While Boskovich Farms has more than a century of experience in the produce business, it’s been in the organic game for only the last six years, though that hasn’t stopped it from making an impact.

And that has to do with being dedicated to providing the very best in organic produce.

“Every year we keep growing the program and trying to come up with new ideas and new items to bring into the mix that make sense and are good for growers and good for us, and not just trying to make a quick buck,” said Darrell Beyer, organic sales manager for the Oxnard, CA-based company. “We’re in it for the long haul and we want to make sure we give our growers good returns.”

green-onion-field To date, the company has approximately 30 organic items in its line, including turmeric and squash, with Romaine hearts being added later this year. Beyer said Boskovich Farms wants its organic program to mirror its efforts in conventional produce.

“I don’t want to grow things that maybe make us money but don’t make the growers money,” Beyer said.

The organic market keeps growing and that’s something Beyer said a lot of people may not have realized at the beginning.

“I don’t think they really thought it was going to be what it has turned into,” he said. “I think they probably hoped, but I don’t think any of the pioneers really imagined that it would go so mainstream. I don’t think it’s going anywhere.
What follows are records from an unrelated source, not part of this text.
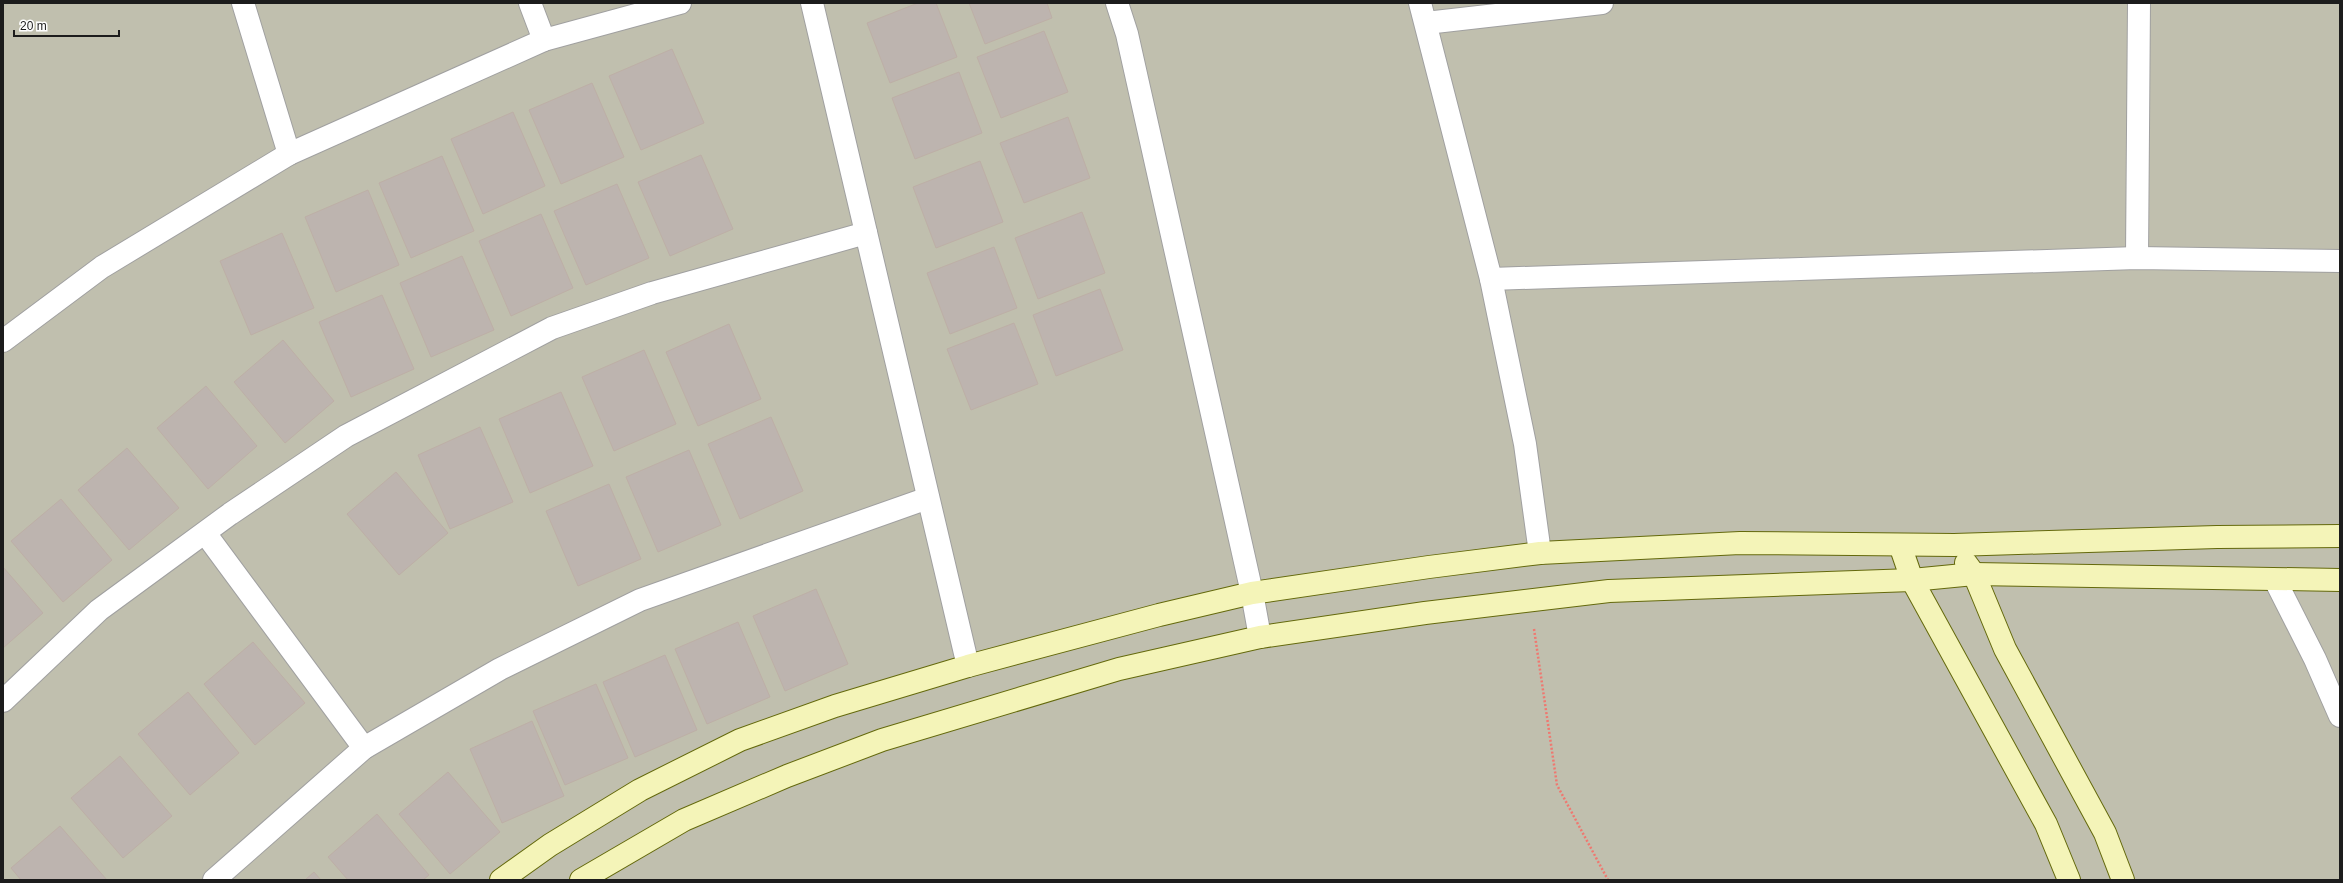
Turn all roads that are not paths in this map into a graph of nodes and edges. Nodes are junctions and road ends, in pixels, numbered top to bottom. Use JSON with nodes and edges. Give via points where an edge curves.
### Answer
{"nodes":[{"id":1,"x":243,"y":3,"type":"edge"},
{"id":2,"x":530,"y":3,"type":"edge"},
{"id":3,"x":680,"y":3,"type":"edge"},
{"id":4,"x":812,"y":3,"type":"edge"},
{"id":5,"x":1117,"y":3,"type":"edge"},
{"id":6,"x":1420,"y":3,"type":"edge"},
{"id":7,"x":1602,"y":3,"type":"edge"},
{"id":8,"x":2139,"y":3,"type":"edge"},
{"id":9,"x":1426,"y":24,"type":"junction"},
{"id":10,"x":544,"y":40,"type":"junction"},
{"id":11,"x":289,"y":154,"type":"junction"},
{"id":12,"x":866,"y":233,"type":"junction"},
{"id":13,"x":2137,"y":258,"type":"junction"},
{"id":14,"x":2340,"y":261,"type":"edge"},
{"id":15,"x":1491,"y":279,"type":"junction"},
{"id":16,"x":3,"y":341,"type":"edge"},
{"id":17,"x":928,"y":498,"type":"junction"},
{"id":18,"x":205,"y":532,"type":"junction"},
{"id":19,"x":2340,"y":536,"type":"edge"},
{"id":20,"x":1900,"y":545,"type":"junction"},
{"id":21,"x":1954,"y":545,"type":"junction"},
{"id":22,"x":1540,"y":554,"type":"junction"},
{"id":23,"x":1974,"y":574,"type":"junction"},
{"id":24,"x":1912,"y":580,"type":"junction"},
{"id":25,"x":2275,"y":580,"type":"junction"},
{"id":26,"x":2340,"y":580,"type":"edge"},
{"id":27,"x":1252,"y":593,"type":"junction"},
{"id":28,"x":1260,"y":637,"type":"junction"},
{"id":29,"x":968,"y":666,"type":"junction"},
{"id":30,"x":5,"y":694,"type":"edge"},
{"id":31,"x":2340,"y":716,"type":"edge"},
{"id":32,"x":364,"y":748,"type":"junction"},
{"id":33,"x":214,"y":880,"type":"edge"},
{"id":34,"x":501,"y":880,"type":"edge"},
{"id":35,"x":581,"y":880,"type":"edge"},
{"id":36,"x":2069,"y":880,"type":"edge"},
{"id":37,"x":2123,"y":880,"type":"edge"}],
"edges":[{"from":1,"to":11,"type":"street"},
{"from":2,"to":10,"type":"street"},
{"from":3,"to":10,"type":"street"},
{"from":4,"to":12,"type":"street"},
{"from":5,"to":27,"type":"street","via":[[1128,41]]},
{"from":6,"to":9,"type":"street"},
{"from":7,"to":9,"type":"street"},
{"from":8,"to":13,"type":"street"},
{"from":9,"to":15,"type":"street"},
{"from":10,"to":11,"type":"street"},
{"from":11,"to":16,"type":"street","via":[[102,267]]},
{"from":12,"to":17,"type":"street"},
{"from":12,"to":18,"type":"street","via":[[652,293],[552,328],[346,436]]},
{"from":13,"to":14,"type":"street"},
{"from":13,"to":15,"type":"street"},
{"from":15,"to":22,"type":"street","via":[[1525,444]]},
{"from":17,"to":29,"type":"street"},
{"from":17,"to":32,"type":"street","via":[[640,600],[500,669]]},
{"from":18,"to":30,"type":"street","via":[[99,610]]},
{"from":18,"to":32,"type":"street"},
{"from":19,"to":21,"type":"street"},
{"from":20,"to":21,"type":"street"},
{"from":20,"to":22,"type":"street","via":[[1740,543]]},
{"from":20,"to":24,"type":"street"},
{"from":21,"to":23,"type":"street"},
{"from":22,"to":27,"type":"street","via":[[1429,567]]},
{"from":23,"to":24,"type":"street"},
{"from":23,"to":25,"type":"street"},
{"from":23,"to":37,"type":"street","via":[[2005,649],[2105,833]]},
{"from":24,"to":28,"type":"street","via":[[1609,591],[1425,613]]},
{"from":24,"to":36,"type":"street","via":[[2046,824]]},
{"from":25,"to":26,"type":"street"},
{"from":25,"to":31,"type":"street","via":[[2315,659]]},
{"from":27,"to":28,"type":"street"},
{"from":27,"to":29,"type":"street"},
{"from":28,"to":35,"type":"street","via":[[1119,669],[882,740],[787,776],[684,820]]},
{"from":29,"to":34,"type":"street","via":[[835,706],[740,740],[640,790],[550,845]]},
{"from":32,"to":33,"type":"street"}]}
That’s clearly obvious by how it grows; every year it grows 10 percent or something like that, and everyone says, ‘It can’t keep growing and it does.”

But as more growers get involved in organics, and transition their land from conventional to organic, Beyer said Boskovich Farms finds new challenges to face, including determining which crops are most profitable.

“If everyone grows baby bok choy, it’s going to kill the market and it may not be that profitable anymore,” Beyer said. “You have to try to stay ahead of the curve and grow things you can make money on while you can before everyone jumps on board.”

Another challenge comes with bringing a personal touch to business, which Beyer said is becoming more difficult in the digital age.

“With new generations coming into this business, they really lack the face-to-face and knowing who they’re talking to,” he said. “I grew up around a produce market, my grandfather sold produce, my father sold produce. The way it’s going, there’s not a lot of rapport, there may be some rapport but the computers and everything being digital are creating a disconnect between the people. And those relationships, I feel, are really, really important.”

But even with those challenges, Boskovich Farms is making good on its promise to provide the very best in organic produce.

“I think we do a really good job,” Beyer said. “We’re consistent, our food safety is up at the top, which makes it easy for customers to sleep well and know they’re dealing with a big company that follows all the rules and procedures. We care about our customers and at the end of the day, that’s what it’s about — we care.”